Advanced retinopathy: haemorrhages or exudates, papilloedema
BMI, body mass index; BP, blood pressure; BSA, body surface area; CABG, coronary artery bypass graft; CHD, coronary heart disease; CKD, chronic kidney disease; CV, cardiovascular; CVD, cardiovascular disease; EF, ejection fraction; eGFR, estimated glomerular filtration rate; HbA1c, glycatedhaemoglobin; IMT, intima-media thickness; LVH, left ventricular hypertrophy; LVM, left ventricular mass; PCI, percutaneous coronary intervention; PWV, pulse wave velocity. aRisk maximal for concentric LVH: increased LVM index with a wall thickness/radius ratio of 0.42
Table 12: Prognostic Factors [9]

Novel therapeutic compounds

Currently, each class of anti-hypertensive agents contains several drugs; yet the search for innovative drug molecules with novel mechanisms of action is still ongoing as almost 30% of the hypertensive subjects are inadequately controlled with current established medications.

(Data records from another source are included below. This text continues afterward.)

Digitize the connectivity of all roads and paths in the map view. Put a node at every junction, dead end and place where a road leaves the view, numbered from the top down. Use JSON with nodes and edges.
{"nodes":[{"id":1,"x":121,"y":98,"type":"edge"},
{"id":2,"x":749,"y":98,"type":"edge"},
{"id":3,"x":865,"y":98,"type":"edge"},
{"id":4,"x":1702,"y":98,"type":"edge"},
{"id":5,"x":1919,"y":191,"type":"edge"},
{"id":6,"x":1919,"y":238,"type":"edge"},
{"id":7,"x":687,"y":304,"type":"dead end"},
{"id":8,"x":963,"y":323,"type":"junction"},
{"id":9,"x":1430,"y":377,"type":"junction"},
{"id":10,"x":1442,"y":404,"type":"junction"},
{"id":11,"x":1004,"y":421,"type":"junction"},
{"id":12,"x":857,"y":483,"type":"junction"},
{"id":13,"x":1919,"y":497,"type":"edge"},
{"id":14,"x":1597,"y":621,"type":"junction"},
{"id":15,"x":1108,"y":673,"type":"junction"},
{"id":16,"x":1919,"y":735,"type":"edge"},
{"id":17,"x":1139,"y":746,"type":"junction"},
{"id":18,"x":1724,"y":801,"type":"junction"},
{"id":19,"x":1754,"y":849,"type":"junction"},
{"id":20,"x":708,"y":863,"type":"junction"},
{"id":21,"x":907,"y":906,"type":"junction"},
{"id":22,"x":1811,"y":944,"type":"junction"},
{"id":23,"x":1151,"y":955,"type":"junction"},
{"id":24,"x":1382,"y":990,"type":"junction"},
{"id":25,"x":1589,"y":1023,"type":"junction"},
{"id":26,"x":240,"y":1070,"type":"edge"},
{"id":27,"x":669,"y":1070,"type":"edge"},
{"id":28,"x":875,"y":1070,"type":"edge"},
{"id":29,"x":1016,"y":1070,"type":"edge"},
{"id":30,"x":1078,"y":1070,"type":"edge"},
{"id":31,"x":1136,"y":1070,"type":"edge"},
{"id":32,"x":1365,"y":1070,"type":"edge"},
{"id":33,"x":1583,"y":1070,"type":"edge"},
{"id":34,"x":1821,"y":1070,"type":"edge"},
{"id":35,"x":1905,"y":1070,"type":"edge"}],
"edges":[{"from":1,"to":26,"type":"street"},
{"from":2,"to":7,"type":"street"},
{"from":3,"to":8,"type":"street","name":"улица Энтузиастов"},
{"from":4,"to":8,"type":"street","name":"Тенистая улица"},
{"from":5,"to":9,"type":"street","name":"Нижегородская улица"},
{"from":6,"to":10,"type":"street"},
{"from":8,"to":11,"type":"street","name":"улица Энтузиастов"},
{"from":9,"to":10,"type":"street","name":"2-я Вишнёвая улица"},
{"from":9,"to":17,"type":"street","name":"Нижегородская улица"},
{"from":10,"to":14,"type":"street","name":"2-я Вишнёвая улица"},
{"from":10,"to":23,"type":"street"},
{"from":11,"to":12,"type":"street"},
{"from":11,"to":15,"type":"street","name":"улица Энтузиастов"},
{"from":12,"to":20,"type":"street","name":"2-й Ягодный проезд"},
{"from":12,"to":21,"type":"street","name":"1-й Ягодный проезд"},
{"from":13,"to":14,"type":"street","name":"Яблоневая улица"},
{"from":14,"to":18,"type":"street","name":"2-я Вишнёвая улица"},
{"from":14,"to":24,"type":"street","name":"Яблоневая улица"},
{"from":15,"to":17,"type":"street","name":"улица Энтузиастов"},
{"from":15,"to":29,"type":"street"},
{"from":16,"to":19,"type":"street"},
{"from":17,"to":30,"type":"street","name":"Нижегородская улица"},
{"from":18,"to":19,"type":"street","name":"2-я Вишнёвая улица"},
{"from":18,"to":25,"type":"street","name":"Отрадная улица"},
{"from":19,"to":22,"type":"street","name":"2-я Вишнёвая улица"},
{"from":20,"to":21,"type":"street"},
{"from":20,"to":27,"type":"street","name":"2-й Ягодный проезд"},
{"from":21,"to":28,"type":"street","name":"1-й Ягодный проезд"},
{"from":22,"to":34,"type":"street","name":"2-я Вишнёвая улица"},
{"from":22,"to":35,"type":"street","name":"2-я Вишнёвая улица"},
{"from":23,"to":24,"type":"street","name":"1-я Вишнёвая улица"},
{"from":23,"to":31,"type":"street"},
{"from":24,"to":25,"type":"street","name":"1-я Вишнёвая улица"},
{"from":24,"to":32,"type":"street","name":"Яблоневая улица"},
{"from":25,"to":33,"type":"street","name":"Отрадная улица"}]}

New drug targets at the level of renin-angiotensin-aldosterone system (RAAS) are constantly explored in the industry. Despite the birth of many first-in-class antihypertensive compounds with a new mechanism of drug action (Table 13), the drugs that will make it into actual clinical practice are still unpredictable. Very recently, genetic technology like usage of RNA interference (RNAi) targeting hypertension-related genes is being investigated.

Agent Mechanism of action
LCI 699 Aldosterone synthase inhibitor (11 β-hydroxylase inhibitor)
LCZ 696 Dual AT1 R blocker and neutral endopeptidase inhibitor
PS 433540 Dual AT1 R and endothelin A receptor blocker
Daglutril Dual endothelin-converting enzyme and neutral endopeptidase inhibitor
PL 3994 Natriuretic peptide receptor agonist
AR 9281 Soluble epoxide hydrolase inhibitor
Table 13: Antihypertensive Agents in Clinical Trials

Among the drugs in trials, the aldosterone synthesis inhibitors have better prospects in making significant alteration in the treatment of HT. However, persistent efforts are very much necessary in getting these new drugs reach the drug market rapidly so as to benefit the patients at large [12,14].


'Hypertension' is indeed a major public health problem accounting for drastic downward shifts in the economic progress of a country. That too in a country like India, the impact of this dreadful disease on the healthcare system as a whole is humongous. Figures portray that about Rs. 43 billion of the annual income among the adult working class in our country is spent for the management of HT. Suboptimal control of BP is the most common attributable risk for death worldwide. HT goals can be achieved and maintained only by a team-based approach with aid from all health personnel like general physicians, medical specialists, trained nurses, dieticians and pharmacists. Moreover, studies have shown the significance of multi-disciplinary approach in the management of HT. Emphasis should also be on strict lifestyle modifications which act as the cornerstone for prevention and treatment of HT.

Adhering to a particular guideline from an organization may not be always possible as the circumstances at the point of care of HT may vary. Hence, treatment plans can be customized, with slight moderations from the authenticate guidelines, in accordance with the facilities available in a particular setup, from primary care to a tertiary care hospital. Hence, it should be borne in mind that a physician should give more importance to his/ her clinical judgment whenever needed. At times, there occurs a state of 'clinical/ therapeutic inertia' wherein the physician fails to titrate or combine medications based on the individual patient's clinical responses. This state of 'clinical inertia', rather 'physician inertia' should be addressed to by prompt monitoring and follow-up of the cases. Moreover, it is much harder to convince patients to continue taking sometimes expensive drugs for an asymptomatic disease. Thus, the onus is on all the health care providers, which include the policy makers, who should keep their mind broad so as take timely and appropriate decisions to overcome all the illfated effects of this "Invisible Killer"-the Hypertension.